# navarre



## sharkfetching27 (Apr 15, 2012)

anybody fishing navarre pier tomorrow?


----------



## Hydro Therapy 2 (Sep 11, 2008)

I might find my way out there


----------



## CobeKing (May 21, 2012)

Its a posibility


----------



## LD31 (May 28, 2012)

Do they allow shark fishing there? Big tackle?
Thanks-------


----------



## Loki (Apr 15, 2012)

LD31 said:


> Do they allow shark fishing there?
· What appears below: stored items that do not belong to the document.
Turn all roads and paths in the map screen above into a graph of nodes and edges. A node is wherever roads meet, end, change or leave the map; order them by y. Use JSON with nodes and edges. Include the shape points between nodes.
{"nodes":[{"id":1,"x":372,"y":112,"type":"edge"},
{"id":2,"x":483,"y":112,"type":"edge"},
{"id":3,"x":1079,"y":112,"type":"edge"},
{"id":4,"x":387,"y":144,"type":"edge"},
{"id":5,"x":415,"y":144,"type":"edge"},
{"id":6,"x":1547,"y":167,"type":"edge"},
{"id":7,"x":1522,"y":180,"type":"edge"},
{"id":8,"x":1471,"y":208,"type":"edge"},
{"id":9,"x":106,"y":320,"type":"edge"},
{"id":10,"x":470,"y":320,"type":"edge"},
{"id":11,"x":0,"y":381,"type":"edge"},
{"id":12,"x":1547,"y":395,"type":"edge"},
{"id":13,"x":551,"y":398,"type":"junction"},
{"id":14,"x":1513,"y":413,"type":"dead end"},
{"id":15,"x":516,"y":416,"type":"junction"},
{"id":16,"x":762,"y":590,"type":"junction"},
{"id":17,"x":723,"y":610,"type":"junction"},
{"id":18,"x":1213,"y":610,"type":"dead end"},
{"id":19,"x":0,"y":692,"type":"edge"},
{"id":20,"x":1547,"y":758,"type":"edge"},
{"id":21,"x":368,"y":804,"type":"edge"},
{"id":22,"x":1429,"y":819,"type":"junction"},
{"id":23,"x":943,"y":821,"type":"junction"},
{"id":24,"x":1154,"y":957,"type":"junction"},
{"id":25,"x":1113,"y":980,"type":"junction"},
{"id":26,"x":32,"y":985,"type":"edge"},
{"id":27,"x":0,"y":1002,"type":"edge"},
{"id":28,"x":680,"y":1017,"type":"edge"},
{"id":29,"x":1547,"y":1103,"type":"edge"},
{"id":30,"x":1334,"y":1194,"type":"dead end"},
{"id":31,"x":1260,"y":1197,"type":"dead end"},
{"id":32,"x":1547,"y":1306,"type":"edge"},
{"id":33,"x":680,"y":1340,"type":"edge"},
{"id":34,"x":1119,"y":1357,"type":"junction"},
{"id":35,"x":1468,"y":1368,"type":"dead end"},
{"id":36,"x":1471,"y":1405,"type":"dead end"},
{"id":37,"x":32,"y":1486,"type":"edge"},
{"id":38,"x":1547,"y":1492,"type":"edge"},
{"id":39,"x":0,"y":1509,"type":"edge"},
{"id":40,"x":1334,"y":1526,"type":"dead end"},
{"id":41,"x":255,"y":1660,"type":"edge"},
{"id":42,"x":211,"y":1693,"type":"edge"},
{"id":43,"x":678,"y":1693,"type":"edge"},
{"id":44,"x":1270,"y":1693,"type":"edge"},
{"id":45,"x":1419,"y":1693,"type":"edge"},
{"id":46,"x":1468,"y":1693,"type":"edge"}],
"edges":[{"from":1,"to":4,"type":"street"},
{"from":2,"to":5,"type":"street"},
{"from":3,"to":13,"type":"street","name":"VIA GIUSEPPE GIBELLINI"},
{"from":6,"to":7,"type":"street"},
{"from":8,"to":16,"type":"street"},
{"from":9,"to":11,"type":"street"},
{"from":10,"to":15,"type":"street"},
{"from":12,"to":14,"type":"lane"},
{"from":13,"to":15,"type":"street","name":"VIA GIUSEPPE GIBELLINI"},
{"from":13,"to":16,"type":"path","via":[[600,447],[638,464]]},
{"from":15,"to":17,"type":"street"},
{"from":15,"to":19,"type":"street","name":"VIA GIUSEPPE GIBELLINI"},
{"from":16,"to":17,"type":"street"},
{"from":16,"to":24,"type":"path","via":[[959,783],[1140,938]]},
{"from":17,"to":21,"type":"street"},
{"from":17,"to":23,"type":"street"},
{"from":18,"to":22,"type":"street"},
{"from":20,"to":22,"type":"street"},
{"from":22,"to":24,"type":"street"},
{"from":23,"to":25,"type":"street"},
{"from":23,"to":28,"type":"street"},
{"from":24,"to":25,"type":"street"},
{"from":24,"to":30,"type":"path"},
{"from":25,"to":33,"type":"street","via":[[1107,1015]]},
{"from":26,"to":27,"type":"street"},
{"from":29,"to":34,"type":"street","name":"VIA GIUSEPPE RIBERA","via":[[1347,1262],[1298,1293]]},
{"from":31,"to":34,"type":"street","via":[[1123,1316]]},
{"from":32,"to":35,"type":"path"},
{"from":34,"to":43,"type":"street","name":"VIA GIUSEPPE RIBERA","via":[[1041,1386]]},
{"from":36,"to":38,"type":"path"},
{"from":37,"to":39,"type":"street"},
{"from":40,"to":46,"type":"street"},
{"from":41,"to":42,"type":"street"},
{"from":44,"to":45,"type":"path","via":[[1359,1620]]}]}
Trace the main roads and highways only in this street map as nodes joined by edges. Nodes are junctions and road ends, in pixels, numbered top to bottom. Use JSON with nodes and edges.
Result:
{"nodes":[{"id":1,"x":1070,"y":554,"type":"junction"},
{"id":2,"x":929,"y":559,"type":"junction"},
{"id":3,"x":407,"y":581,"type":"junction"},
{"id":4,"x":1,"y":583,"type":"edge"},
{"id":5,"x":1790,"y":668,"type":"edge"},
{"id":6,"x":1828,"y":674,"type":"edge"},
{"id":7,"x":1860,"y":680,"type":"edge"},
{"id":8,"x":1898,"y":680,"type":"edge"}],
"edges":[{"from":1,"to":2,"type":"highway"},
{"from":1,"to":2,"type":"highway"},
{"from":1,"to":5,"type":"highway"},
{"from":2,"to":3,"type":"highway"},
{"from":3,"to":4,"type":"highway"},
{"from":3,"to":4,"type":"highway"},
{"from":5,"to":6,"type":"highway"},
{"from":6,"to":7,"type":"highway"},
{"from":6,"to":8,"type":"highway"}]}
Big tackle?
> Thanks-------


Pretty sure these are still all the rules

• No running on the pier.
• No sitting or standing on the railing.
• No pets allowed.
• No jumping off the pier.
• No glass containers allowed.
• No camping or cooking allowed on the pier.
• No fish of any kind left on the pier.
• No fish cleaning tables on the pier.
• No lights allowed.
• No sabiki rigs allowed on the octagon.
• Place all trash in containers.
• All tackle, except for one rod and one reel, ice
chests, carts, etc., must stay in the center of the
octagon and away from the octagon railing.

Source - http://www.fishnavarre.com/uploads/NavarrePierOpeningPressKit.pdf


----------